GIVEN INFORMATION START

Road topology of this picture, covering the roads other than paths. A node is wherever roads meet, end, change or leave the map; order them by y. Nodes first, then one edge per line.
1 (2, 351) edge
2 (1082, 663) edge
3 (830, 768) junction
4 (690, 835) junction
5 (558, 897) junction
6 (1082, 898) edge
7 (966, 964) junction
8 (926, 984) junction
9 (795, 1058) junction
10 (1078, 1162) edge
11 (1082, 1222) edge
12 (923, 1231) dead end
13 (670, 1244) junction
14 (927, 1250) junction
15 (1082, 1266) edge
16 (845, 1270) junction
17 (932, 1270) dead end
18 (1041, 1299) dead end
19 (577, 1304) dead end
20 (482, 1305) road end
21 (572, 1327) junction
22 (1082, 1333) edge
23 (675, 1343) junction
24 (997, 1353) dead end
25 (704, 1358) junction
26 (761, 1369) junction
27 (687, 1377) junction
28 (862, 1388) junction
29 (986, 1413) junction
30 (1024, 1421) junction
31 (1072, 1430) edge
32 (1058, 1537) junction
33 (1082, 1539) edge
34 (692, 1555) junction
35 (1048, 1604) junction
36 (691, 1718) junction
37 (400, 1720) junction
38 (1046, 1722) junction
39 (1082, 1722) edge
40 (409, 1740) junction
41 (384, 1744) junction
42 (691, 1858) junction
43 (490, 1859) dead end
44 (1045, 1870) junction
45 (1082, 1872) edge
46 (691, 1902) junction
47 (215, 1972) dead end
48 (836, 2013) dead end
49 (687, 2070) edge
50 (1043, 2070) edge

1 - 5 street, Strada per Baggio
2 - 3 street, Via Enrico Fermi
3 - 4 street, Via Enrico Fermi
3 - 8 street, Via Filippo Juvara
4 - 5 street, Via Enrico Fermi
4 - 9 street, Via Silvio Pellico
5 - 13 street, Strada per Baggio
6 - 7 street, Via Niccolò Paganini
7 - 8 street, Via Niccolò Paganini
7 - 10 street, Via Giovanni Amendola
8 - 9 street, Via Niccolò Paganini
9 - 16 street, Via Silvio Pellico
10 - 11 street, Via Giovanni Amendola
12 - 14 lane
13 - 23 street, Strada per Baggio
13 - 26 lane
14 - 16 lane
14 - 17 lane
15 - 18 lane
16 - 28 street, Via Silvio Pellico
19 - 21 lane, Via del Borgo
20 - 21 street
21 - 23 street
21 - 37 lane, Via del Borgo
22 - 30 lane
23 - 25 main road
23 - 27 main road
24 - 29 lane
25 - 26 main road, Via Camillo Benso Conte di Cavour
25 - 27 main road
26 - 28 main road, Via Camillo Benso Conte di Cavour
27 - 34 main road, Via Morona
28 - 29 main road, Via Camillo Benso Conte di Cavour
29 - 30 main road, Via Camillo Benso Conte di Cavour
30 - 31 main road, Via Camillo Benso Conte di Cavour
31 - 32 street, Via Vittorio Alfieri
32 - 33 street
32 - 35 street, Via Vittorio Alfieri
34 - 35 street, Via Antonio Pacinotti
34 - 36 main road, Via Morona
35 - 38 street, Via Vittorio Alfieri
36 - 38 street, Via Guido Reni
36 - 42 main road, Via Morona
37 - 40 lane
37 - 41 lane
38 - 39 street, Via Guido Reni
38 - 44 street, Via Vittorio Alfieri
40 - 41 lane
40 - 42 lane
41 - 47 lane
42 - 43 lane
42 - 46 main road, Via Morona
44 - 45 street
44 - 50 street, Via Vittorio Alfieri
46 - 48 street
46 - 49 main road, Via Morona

GIVEN INFORMATION END

Take each record above and return it verbatim.

Road topology of this picture, covering the roads other than paths. A node is wherever roads meet, end, change or leave the map; order them by y. Nodes first, then one edge per line.
1 (2, 351) edge
2 (1082, 663) edge
3 (830, 768) junction
4 (690, 835) junction
5 (558, 897) junction
6 (1082, 898) edge
7 (966, 964) junction
8 (926, 984) junction
9 (795, 1058) junction
10 (1078, 1162) edge
11 (1082, 1222) edge
12 (923, 1231) dead end
13 (670, 1244) junction
14 (927, 1250) junction
15 (1082, 1266) edge
16 (845, 1270) junction
17 (932, 1270) dead end
18 (1041, 1299) dead end
19 (577, 1304) dead end
20 (482, 1305) road end
21 (572, 1327) junction
22 (1082, 1333) edge
23 (675, 1343) junction
24 (997, 1353) dead end
25 (704, 1358) junction
26 (761, 1369) junction
27 (687, 1377) junction
28 (862, 1388) junction
29 (986, 1413) junction
30 (1024, 1421) junction
31 (1072, 1430) edge
32 (1058, 1537) junction
33 (1082, 1539) edge
34 (692, 1555) junction
35 (1048, 1604) junction
36 (691, 1718) junction
37 (400, 1720) junction
38 (1046, 1722) junction
39 (1082, 1722) edge
40 (409, 1740) junction
41 (384, 1744) junction
42 (691, 1858) junction
43 (490, 1859) dead end
44 (1045, 1870) junction
45 (1082, 1872) edge
46 (691, 1902) junction
47 (215, 1972) dead end
48 (836, 2013) dead end
49 (687, 2070) edge
50 (1043, 2070) edge

1 - 5 street, Strada per Baggio
2 - 3 street, Via Enrico Fermi
3 - 4 street, Via Enrico Fermi
3 - 8 street, Via Filippo Juvara
4 - 5 street, Via Enrico Fermi
4 - 9 street, Via Silvio Pellico
5 - 13 street, Strada per Baggio
6 - 7 street, Via Niccolò Paganini
7 - 8 street, Via Niccolò Paganini
7 - 10 street, Via Giovanni Amendola
8 - 9 street, Via Niccolò Paganini
9 - 16 street, Via Silvio Pellico
10 - 11 street, Via Giovanni Amendola
12 - 14 lane
13 - 23 street, Strada per Baggio
13 - 26 lane
14 - 16 lane
14 - 17 lane
15 - 18 lane
16 - 28 street, Via Silvio Pellico
19 - 21 lane, Via del Borgo
20 - 21 street
21 - 23 street
21 - 37 lane, Via del Borgo
22 - 30 lane
23 - 25 main road
23 - 27 main road
24 - 29 lane
25 - 26 main road, Via Camillo Benso Conte di Cavour
25 - 27 main road
26 - 28 main road, Via Camillo Benso Conte di Cavour
27 - 34 main road, Via Morona
28 - 29 main road, Via Camillo Benso Conte di Cavour
29 - 30 main road, Via Camillo Benso Conte di Cavour
30 - 31 main road, Via Camillo Benso Conte di Cavour
31 - 32 street, Via Vittorio Alfieri
32 - 33 street
32 - 35 street, Via Vittorio Alfieri
34 - 35 street, Via Antonio Pacinotti
34 - 36 main road, Via Morona
35 - 38 street, Via Vittorio Alfieri
36 - 38 street, Via Guido Reni
36 - 42 main road, Via Morona
37 - 40 lane
37 - 41 lane
38 - 39 street, Via Guido Reni
38 - 44 street, Via Vittorio Alfieri
40 - 41 lane
40 - 42 lane
41 - 47 lane
42 - 43 lane
42 - 46 main road, Via Morona
44 - 45 street
44 - 50 street, Via Vittorio Alfieri
46 - 48 street
46 - 49 main road, Via Morona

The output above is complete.